By Stacy M. Brown | NNPA Newswire Senior National Correspondent
For the past four years, former Virginia Lt. Gov. Justin Fairfax said his accusers had avoided investigations into their sordid claims.
It has forced Fairfax, his wife, and his children to live with the indignity of him being labeled a sex offender.
With an active FBI investigation into Old Dominion political figures that reportedly have uncovered some nefarious payouts by Fairfax’s rivals to the women, the one-time Lt. Governor and would-be governor believes all of this has finally cleared his name.
“There are some real truth-tellers who cut through the political sensationalism and what is the truth,” Fairfax said during an appearance on the National Newspaper Publishers Association’s live morning news program, Let It Be Known.
“I would be the only African American governor in the United States today,” Fairfax demanded, had it not been for what now appears false allegations.
“This resulted in large part because they wanted to smear me. We have a 400-year history of Black males being falsely accused. Once people find out that it’s not true, it’s extremely difficult to get the politicians and the journalists to admit they were wrong.”
In 2019, during the Virginia gubernatorial campaign, two women alleged that Fairfax sexually assaulted them.
The allegations suspiciously arrived when racist photos of then-Gov. Ralph Northam, seeking reelection in the race against Fairfax, surfaced.
Old photos showed Northam in blackface or wearing Ku Klux Klan garb.
“Within three minutes, Terry McAuliffe called for me to resign as lieutenant governor,” Fairfax noted. “Talk about due process. There was a retroactive fabrication, and so many people connected to this.
The scandals involving Northam and Fairfax paved the way for McAuliffe to run for governor, losing to Glenn Youngkin in the 2021 race.
“Terry ran again, and so many involved need to be held accountable. This smear campaign has been going on for nearly four years,” Fairfax stated.
“It’s really cruel what’s been done.”
Fairfax has maintained his innocence and repeatedly called for a criminal investigation.
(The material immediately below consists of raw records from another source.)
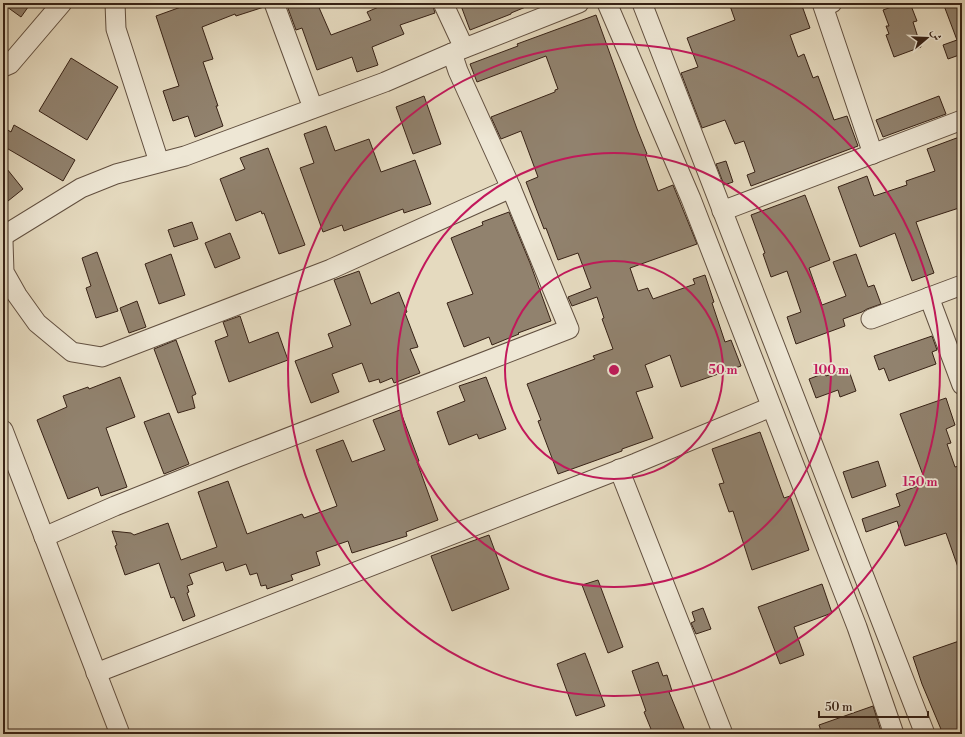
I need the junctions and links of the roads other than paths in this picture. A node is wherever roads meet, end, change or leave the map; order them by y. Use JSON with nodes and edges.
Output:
{"nodes":[{"id":1,"x":62,"y":3,"type":"edge"},
{"id":2,"x":115,"y":3,"type":"edge"},
{"id":3,"x":274,"y":3,"type":"edge"},
{"id":4,"x":443,"y":3,"type":"edge"},
{"id":5,"x":579,"y":3,"type":"edge"},
{"id":6,"x":607,"y":3,"type":"edge"},
{"id":7,"x":642,"y":3,"type":"edge"},
{"id":8,"x":825,"y":4,"type":"edge"},
{"id":9,"x":458,"y":51,"type":"junction"},
{"id":10,"x":3,"y":67,"type":"edge"},
{"id":11,"x":313,"y":108,"type":"junction"},
{"id":12,"x":962,"y":120,"type":"edge"},
{"id":13,"x":873,"y":154,"type":"junction"},
{"id":14,"x":159,"y":162,"type":"junction"},
{"id":15,"x":511,"y":188,"type":"junction"},
{"id":16,"x":725,"y":218,"type":"junction"},
{"id":17,"x":3,"y":236,"type":"edge"},
{"id":18,"x":706,"y":238,"type":"junction"},
{"id":19,"x":3,"y":241,"type":"edge"},
{"id":20,"x":962,"y":286,"type":"edge"},
{"id":21,"x":929,"y":298,"type":"junction"},
{"id":22,"x":871,"y":319,"type":"dead end"},
{"id":23,"x":962,"y":385,"type":"edge"},
{"id":24,"x":771,"y":407,"type":"junction"},
{"id":25,"x":3,"y":430,"type":"edge"},
{"id":26,"x":619,"y":469,"type":"junction"},
{"id":27,"x":44,"y":537,"type":"junction"},
{"id":28,"x":96,"y":673,"type":"junction"},
{"id":29,"x":120,"y":734,"type":"edge"},
{"id":30,"x":721,"y":734,"type":"edge"},
{"id":31,"x":894,"y":734,"type":"edge"},
{"id":32,"x":926,"y":734,"type":"edge"}],
"edges":[{"from":1,"to":10,"type":"street"},
{"from":2,"to":14,"type":"street"},
{"from":3,"to":11,"type":"street"},
{"from":4,"to":9,"type":"street"},
{"from":5,"to":9,"type":"street"},
{"from":6,"to":18,"type":"street"},
{"from":7,"to":16,"type":"street"},
{"from":8,"to":13,"type":"street"},
{"from":9,"to":11,"type":"street"},
{"from":9,"to":15,"type":"street"},
{"from":11,"to":14,"type":"street"},
{"from":12,"to":13,"type":"street"},
{"from":13,"to":16,"type":"street"},
{"from":14,"to":17,"type":"street"},
{"from":15,"to":19,"type":"street"},
{"from":15,"to":27,"type":"street"},
{"from":16,"to":18,"type":"street"},
{"from":16,"to":32,"type":"street"},
{"from":18,"to":24,"type":"street"},
{"from":20,"to":21,"type":"street"},
{"from":21,"to":22,"type":"street"},
{"from":21,"to":23,"type":"street"},
{"from":24,"to":26,"type":"street"},
{"from":24,"to":31,"type":"street"},
{"from":25,"to":27,"type":"street"},
{"from":26,"to":28,"type":"street"},
{"from":26,"to":30,"type":"street"},
{"from":27,"to":28,"type":"street"},
{"from":28,"to":29,"type":"street"}]}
He filed a defamation lawsuit against CBS News for the network’s interviews with his accusers, Vanessa Tyson and Meredith Wilson.
Though a judge ultimately threw out the suit, Fairfax noted numerous inconsistencies. For example, he’s alleged that McAuliffe and Richmond, Virginia, Mayor Levar Stoney were chiefly responsible for orchestrating his demise.
“Had Fairfax ascended to governor in 2019, replacing Northam, he would have been the prohibitive favorite for the nomination in 2021, cutting out McAuliffe and Stoney,” political writers for The Intercept determined.
“One of the things liars tend to do is change or modify their stories, and Justin never changed,” said Journalist Lauren Burke, who worked on Fairfax’s campaign.
“The other thing you don’t see is someone in trouble asking for police involvement. That never happens,” Burke continued.
“Anyone sitting with the FBI with no attorney present stands out. It also stands out that the people making the allegations disappear when prosecutors get involved. Then the FBI gets involved, and one of the attorneys for the accuser gets angry. If your client is the victim of a crime, you should want law enforcement involved.”
Burke, who championed and stood by Fairfax from the beginning, finally has company.
Nelson acknowledged Fairfax as a “young, well-educated Black man with a lovely wife and beautiful children, all by his late 30s.”
“A former federal prosecutor with a spotless personal and ethical record and a great future ahead. Until the bottom fell out,” Nelson penned.
“He became a target for the #MeToo movement. But evidence recently emerged that Fairfax might have been the victim of a coordinated smear campaign.”
“Thankfully, I was among the journalists who reviewed the new information, and I was stunned by what I learned,” Nelson wrote.
“As a Black woman who was a victim of sexual assault as a young girl, I had immediate empathy for the women who accused Fairfax. After all, we should believe women when they share their stories. Right? Of course, but looking back now at how hard I was on Fairfax, I think I was wrong. I think we all were.”
Fairfax said he’s grateful to Nelson, Roland Martin, and the Black Press for not rushing to judgment.
“I’m very grateful to Sophia, and I thanked her for her courage, integrity, and willingness to tell the truth, which has been missing for three and a half years,” Fairfax said.
“This will come down in history as one of the greatest scandals in politics in the history of Virginia and our nation.”